Aus Deutschland sind bei der diesjährigen Ausgabe nur sechs Galerien vertreten, darunter Kai Middendorff aus Frankfurt. Zu den technoiden Kleinskulpturen des 2010 verstorbenen Bildhauers Bruno Gironcoli gesellen sich neue Werke von dessen Frau Christine Gironcoli. Nach jahrelanger Arbeit als Restauratorin hat die studierte Malerin begonnen, Bildobjekte aus alten Leinwänden voller Patina und Spuren zu kreieren. Humor vom Kaliber eines Martin Kippenbergers hat die Berliner Galerie Janizewski mit Arbeiten von Nicholas Warburg zu bieten. „Wann stirbt die Menschheit endlich aus?“, fragt der 1992 geborene Städelschul-Absolvent auf einem Schriftbild; daneben hängt ein Aktgemälde, das den Regisseur Rainer Werner Fassbinder zeigt, im verwischten Stil von Malerstar Gerhard Richter.

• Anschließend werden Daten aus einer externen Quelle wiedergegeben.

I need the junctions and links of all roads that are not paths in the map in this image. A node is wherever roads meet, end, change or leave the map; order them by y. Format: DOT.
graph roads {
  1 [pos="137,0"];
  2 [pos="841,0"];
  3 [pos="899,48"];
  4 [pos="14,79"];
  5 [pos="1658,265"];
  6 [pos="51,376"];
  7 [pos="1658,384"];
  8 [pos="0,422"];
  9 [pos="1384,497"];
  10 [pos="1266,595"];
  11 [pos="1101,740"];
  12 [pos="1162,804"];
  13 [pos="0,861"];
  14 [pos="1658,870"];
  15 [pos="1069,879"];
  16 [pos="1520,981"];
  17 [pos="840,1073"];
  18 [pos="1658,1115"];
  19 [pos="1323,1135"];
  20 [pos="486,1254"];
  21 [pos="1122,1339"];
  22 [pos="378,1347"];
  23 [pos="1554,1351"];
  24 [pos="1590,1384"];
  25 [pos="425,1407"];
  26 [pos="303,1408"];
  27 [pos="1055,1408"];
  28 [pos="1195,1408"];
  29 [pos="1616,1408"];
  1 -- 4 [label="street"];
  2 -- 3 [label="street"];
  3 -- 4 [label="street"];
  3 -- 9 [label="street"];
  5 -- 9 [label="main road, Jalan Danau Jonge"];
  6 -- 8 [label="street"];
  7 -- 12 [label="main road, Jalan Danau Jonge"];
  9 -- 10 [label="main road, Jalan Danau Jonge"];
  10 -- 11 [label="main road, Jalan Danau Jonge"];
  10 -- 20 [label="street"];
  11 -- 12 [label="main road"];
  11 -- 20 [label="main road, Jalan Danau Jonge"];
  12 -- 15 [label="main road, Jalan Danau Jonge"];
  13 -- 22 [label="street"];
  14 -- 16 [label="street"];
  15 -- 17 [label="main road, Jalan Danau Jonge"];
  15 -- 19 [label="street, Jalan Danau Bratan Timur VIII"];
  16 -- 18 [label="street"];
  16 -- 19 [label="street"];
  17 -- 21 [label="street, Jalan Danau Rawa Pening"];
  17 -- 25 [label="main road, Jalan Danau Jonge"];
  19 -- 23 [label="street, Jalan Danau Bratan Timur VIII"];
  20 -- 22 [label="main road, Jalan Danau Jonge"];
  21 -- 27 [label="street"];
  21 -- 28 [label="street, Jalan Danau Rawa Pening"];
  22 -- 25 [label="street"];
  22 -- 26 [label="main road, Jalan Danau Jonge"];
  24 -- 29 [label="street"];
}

In der ZONE1, deren Solostände zehn Kunstschaffenden unter vierzig Jahren gewidmet sind, faszinieren bei der Wiener Galerie Hilger die Wandobjekte von Noushin Redjaian. Aus alten Perserteppichen hat sie tropfenförmige Stücke geschnitten und auf diesen mit Kalium-Aluminiumsulfat Kristalle wachsen lassen (je 3900 Euro). In der Sektion aufstrebender Teilnehmer ist die Kärntner Galerie 3, die im Frühling eine Filiale in Wien eröffnet hat, mit einem großen Stand vertreten. Dort sind die ökologisch orientierten Collagen der Documenta-12-Teilnehmerin Ines Doujak ausgestellt (ab 3600 Euro), die historisch-medizinische Bilder von Hautkrankheiten mit Pflanzensujets verschmelzen.
Der traditionelle Schwerpunkt auf ost- und südosteuropäische Kunstmärkte ist bei der diesjährigen Viennacontemporary weniger ausgeprägt. Bei der Karpuchina Gallery aus Prag überzeugen die Betonskulpturen der 1996 geborenen Sabina Knetlová, die mit rauen Materialien Poetisches schafft. Insgesamt dürfte die Viennacontemporary nach turbulenten Jahren wieder in ruhigere Gewässer segeln. An der Particolare scheitert es auf alle Fälle nicht: Dem Vernehmen nach hat die neue Konkurrenz ihre eigenen Sammler von Dubai und anderswo hergeholt, was der Viennacontemporary eher mehr Publikum beschert, als Aufmerksamkeit von ihr abzuziehen.